[TASK] What follows is a set of records. Retype them exactly, leaving out the pictures.

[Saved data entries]
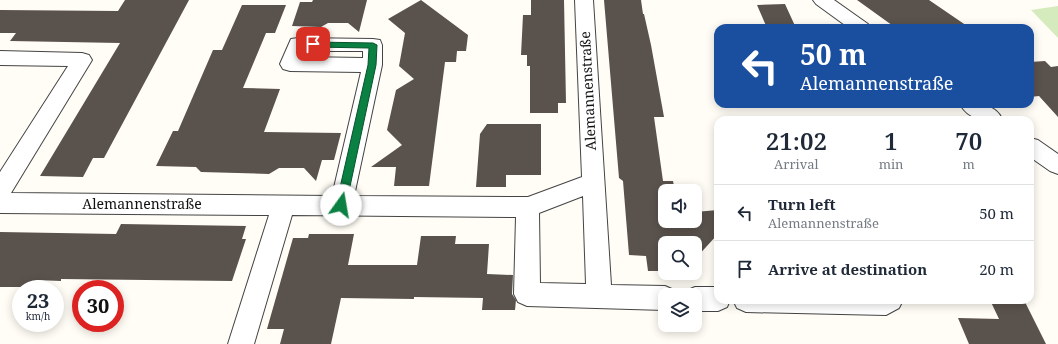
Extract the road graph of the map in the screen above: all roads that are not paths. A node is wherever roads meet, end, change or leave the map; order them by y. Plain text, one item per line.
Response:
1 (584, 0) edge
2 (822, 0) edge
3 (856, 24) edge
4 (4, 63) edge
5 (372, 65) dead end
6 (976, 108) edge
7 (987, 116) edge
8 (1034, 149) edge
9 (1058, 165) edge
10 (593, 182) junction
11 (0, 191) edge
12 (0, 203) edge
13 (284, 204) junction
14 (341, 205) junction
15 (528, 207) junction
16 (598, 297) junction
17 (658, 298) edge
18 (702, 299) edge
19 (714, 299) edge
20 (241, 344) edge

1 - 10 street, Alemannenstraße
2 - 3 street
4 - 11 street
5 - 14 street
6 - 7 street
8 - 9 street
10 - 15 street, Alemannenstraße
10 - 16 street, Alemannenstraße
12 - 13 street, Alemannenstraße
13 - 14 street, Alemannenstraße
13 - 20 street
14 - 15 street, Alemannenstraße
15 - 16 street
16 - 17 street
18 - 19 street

[SOLUTION FOR THIS EXERCISE]
Extract the road graph of the map in the screen above: all roads that are not paths. A node is wherever roads meet, end, change or leave the map; order them by y. Plain text, one item per line.
Response:
1 (584, 0) edge
2 (822, 0) edge
3 (856, 24) edge
4 (4, 63) edge
5 (372, 65) dead end
6 (976, 108) edge
7 (987, 116) edge
8 (1034, 149) edge
9 (1058, 165) edge
10 (593, 182) junction
11 (0, 191) edge
12 (0, 203) edge
13 (284, 204) junction
14 (341, 205) junction
15 (528, 207) junction
16 (598, 297) junction
17 (658, 298) edge
18 (702, 299) edge
19 (714, 299) edge
20 (241, 344) edge

1 - 10 street, Alemannenstraße
2 - 3 street
4 - 11 street
5 - 14 street
6 - 7 street
8 - 9 street
10 - 15 street, Alemannenstraße
10 - 16 street, Alemannenstraße
12 - 13 street, Alemannenstraße
13 - 14 street, Alemannenstraße
13 - 20 street
14 - 15 street, Alemannenstraße
15 - 16 street
16 - 17 street
18 - 19 street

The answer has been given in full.